As I said, they had been there for long. I had tried to listen to them, but never really had paid attention to them. So when I listened to those albums, one by one, moving some to the main folder, deleting others, I came upon an album that literally made me cry. It was so beautiful! Sad, delicate, perfect. I couldn’t believe I had dismissed it always before – and I had listened to it before, so much that some of it even sounded familiar. I couldn’t work any more, I had to listen to it. I had to stop organizing folders because I had to listen to it. I listened and I listened and although the album itself was rather sad, touching on some of the not-so-happy points in my own life as well, I was even more sad about the fact that I hadn’t discovered the treasure earlier. I had it right there, for too long to be tolerated. I listened to it, but never understood how good it was. It was always there, but I never did anything to take it, to even try it. Just as it is the case with some other things in my life.

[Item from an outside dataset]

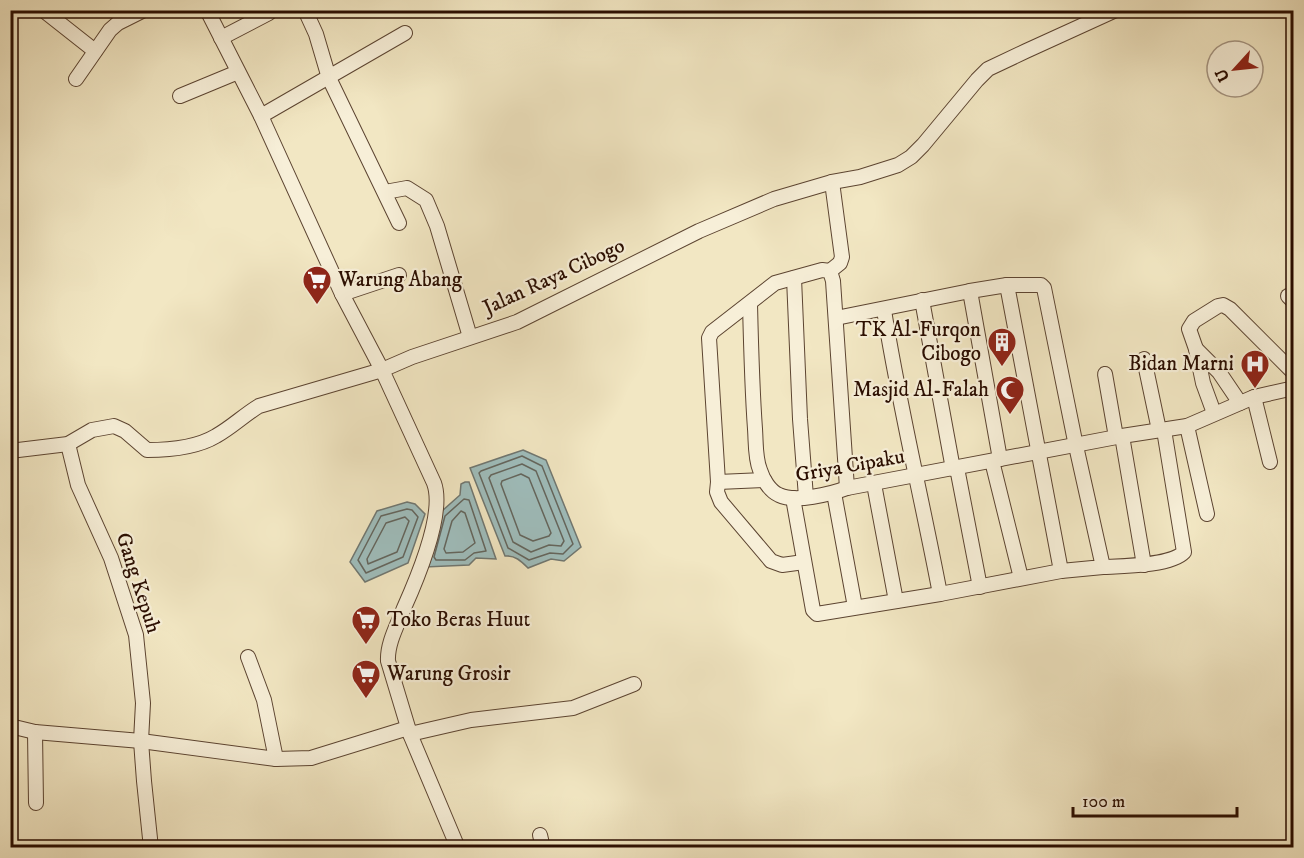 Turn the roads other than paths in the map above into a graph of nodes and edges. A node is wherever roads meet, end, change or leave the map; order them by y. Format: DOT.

Now I feel like I have to make some promises – to always organize things sooner, as soon as I get them, won’t let it happen again -, but I can’t give those promises and believe them to be true. I know I am lazy. I’d like to accomplish many things, so many that at some times I can’t choose, which to pursue next (when I have the time and place and privacy, will I knit, write (blog or book?), paint (new or some of the unfinished stuff?), read (which of the books?), do something for my house, search for a longer skirt (or its canvas?) or well-fitting trousers in shops, work out, etc). Organizing music I have is just one of those options. I just can’t start without wondering that maybe something else would be more practical, more productive, more enjoyable thing to do. I love doing all of those I listed above, but there are always some things that need to get done more than these. Things I don’t enjoy so much, but that have to get done. There is always something I should do with my time, even when it subtracts from one of my long-term goals. And it is so-oo enjoyable to just lay around, just feel comfortable in my laziness. Just feel like I can let myself enjoy it. Just sleep. Dream. Nothing serious. And so the weeks and months – and years! – go by and I have not really finished a picture, got off from the start of my book, more than started my next jumper, etc.
I always wonder how come some people have the initiative and will to do great things, that take so much time. The willingness to risk losing everything for some great goal. The ability to choose one of these many things that are in one’s life. I can’t do it. I can’t accomplish anything with my focus divided. I can’t even start doing anything when I am just so lazy. And it hurts to see, that another measure (a month, a season, a year) has gone by and still, nothing accomplished, nothing really moved.What to do? I don’t know.
Soundtrack: Dial – Synchronized
At least you finish the books and series you read. Because of all the other things I could do, I rarely finish anything 🙂
If I could make money reading that’s what I would do for work. Reading is almost the only thing that I am addicted to so much that I have to force myself to stop, but that’s the only thing – and an unproductive one at that.